Bio Farma Ungkap Tantangan Industri Vaksin di Negara Berkembang

Produsen vaksin di negara berkembang menghadapi sejumlah tantangan serius yang mempengaruhi keberlanjutan industri dan perlindungan kesehatan masyarakat global. Menurut Direktur Utama PT Bio Farma (Persero), Shadiq Akasya, salah satu tantangan terbesar adalah proses pra-kualifikasi yang semakin ketat dari Organisasi Kesehatan Dunia (WHO). Hal ini diperparah dengan penurunan pendanaan donor, yang secara signifikan mempersempit potensi pasar global bagi produsen vaksin.

Shadiq menjelaskan bahwa situasi ini memerlukan model tanggung jawab bersama (shared responsibility) yang dapat membagi risiko, biaya, dan tanggung jawab secara adil di antara mitra global. “Kita memerlukan pendekatan collaborative problem-solving bersama WHO, Gavi, UNICEF, CEPI, dan mitra donor lainnya untuk menemukan solusi seimbang antara perlindungan kesehatan publik dan keberlanjutan industri,” ungkapnya di Jakarta.

### Kemandirian Vaksin dan Kolaborasi Global

Di tengah tantangan ini, Bio Farma berusaha untuk memperkuat jejaring global melalui forum 26th Developing Countries Vaccine Manufacturers Network (DCVMN) Annual General Meeting (AGM), yang berlangsung di Bali pada 29-31 Oktober. Forum ini menjadi platform penting untuk membahas masalah strategis dalam kapasitas produksi vaksin, percepatan alih teknologi, dan perluasan akses terhadap vaksin yang aman dan berkualitas.

Bio Farma telah berhasil menyuplai produk vaksinnya ke lebih dari 150 negara, dengan 12 produk yang telah mendapatkan pra-kualifikasi WHO. Vaksin yang dihasilkan oleh perusahaan ini juga menjadi bagian dari program imunisasi global yang dikelola oleh UNICEF. “Momentum DCVMN AGM ini kami gunakan untuk membangun inovasi dan kolaborasi yang sustantif, agar negara berkembang juga dapat berkontribusi secara luas dalam membangun ekosistem vaksin yang resilien,” tambah Shadiq.

### Potensi Besar Negara Berkembang

Menteri Kesehatan RI, Budi Gunadi Sadikin, meyakini bahwa negara-negara berkembang memiliki potensi besar yang bisa menjadi kunci masa depan industri vaksin global. “Dengan memperkuat manufaktur di kawasan ini, produsen tidak hanya menciptakan kedekatan dengan pasar, tetapi juga memperkuat rantai pasokan dan menciptakan nilai jangka panjang yang berkelanjutan,” kata Budi.

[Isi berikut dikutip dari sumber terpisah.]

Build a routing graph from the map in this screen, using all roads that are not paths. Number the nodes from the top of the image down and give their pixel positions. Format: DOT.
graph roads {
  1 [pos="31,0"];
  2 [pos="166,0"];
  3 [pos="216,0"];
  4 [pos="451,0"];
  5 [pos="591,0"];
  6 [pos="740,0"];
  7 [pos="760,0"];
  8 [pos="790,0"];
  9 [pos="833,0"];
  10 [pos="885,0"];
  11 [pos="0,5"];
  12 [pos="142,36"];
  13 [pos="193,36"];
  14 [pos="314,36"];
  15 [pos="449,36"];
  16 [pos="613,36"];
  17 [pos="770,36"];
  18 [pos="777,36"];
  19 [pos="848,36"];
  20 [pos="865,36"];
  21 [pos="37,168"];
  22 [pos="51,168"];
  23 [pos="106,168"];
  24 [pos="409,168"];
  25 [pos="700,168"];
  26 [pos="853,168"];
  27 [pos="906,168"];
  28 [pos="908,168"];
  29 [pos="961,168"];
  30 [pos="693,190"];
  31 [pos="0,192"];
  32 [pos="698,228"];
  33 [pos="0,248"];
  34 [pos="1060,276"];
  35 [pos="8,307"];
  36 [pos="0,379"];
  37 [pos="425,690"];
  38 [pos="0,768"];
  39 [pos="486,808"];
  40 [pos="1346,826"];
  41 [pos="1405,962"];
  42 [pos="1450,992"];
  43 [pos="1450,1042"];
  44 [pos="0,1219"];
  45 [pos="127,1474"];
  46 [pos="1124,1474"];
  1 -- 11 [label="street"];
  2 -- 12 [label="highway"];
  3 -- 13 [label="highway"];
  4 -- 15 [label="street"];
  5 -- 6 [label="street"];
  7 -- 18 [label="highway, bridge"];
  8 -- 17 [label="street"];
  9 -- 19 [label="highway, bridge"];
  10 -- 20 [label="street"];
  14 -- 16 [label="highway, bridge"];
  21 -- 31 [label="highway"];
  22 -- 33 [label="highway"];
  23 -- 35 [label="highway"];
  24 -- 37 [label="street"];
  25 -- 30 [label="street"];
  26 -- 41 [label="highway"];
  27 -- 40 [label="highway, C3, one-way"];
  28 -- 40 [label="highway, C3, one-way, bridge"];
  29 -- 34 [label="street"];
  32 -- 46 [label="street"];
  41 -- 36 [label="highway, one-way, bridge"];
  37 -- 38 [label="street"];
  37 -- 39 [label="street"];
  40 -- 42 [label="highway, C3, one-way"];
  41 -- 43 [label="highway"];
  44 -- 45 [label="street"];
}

Wakil Menteri Kesehatan RI, Dante Saksono Harbuwono, juga menyoroti pentingnya inovasi dan kolaborasi dalam penelitian dan pengembangan (R&D). Ia menekankan perlunya akses yang adil dan tepat waktu bagi semua pihak. “Tidak ada negara yang dapat bertindak sendirian, melalui DCVMN mari kita dorong inovasi dan kolaborasi yang lebih dalam, serta memastikan akses vaksin yang adil dan merata,” jelas Dante.

### Dampak dan Rencana ke Depan

CEO DCVMN, Rajinder Suri, menekankan pentingnya jejaring dalam menghadapi tantangan kesehatan global di masa depan. “Kami akan terus meningkatkan kemampuan dan bersiap mendukung organisasi seperti CEPI dan WHO untuk menghadapi tantangan kesehatan global yang akan datang,” ungkapnya.

Di era pasca-pandemi ini, tantangan yang dihadapi oleh industri vaksin di negara berkembang menjadi semakin krusial. Pendekatan kolaboratif dan inovatif diperlukan tidak hanya untuk menjaga kesinambungan produksi vaksin, tetapi juga untuk melindungi kesehatan masyarakat secara global.

Dengan semua tantangan dan potensi yang ada, kolaborasi lintas negara dan lembaga global menjadi kunci untuk memastikan bahwa negara berkembang tidak hanya sebagai konsumen vaksin, tetapi juga mampu berkontribusi secara signifikan dalam pembuatan dan distribusi vaksin global. Hal ini menjadi momen penting untuk menata ulang strategi industri vaksin guna menghadapi tantangan kesehatan di masa mendatang.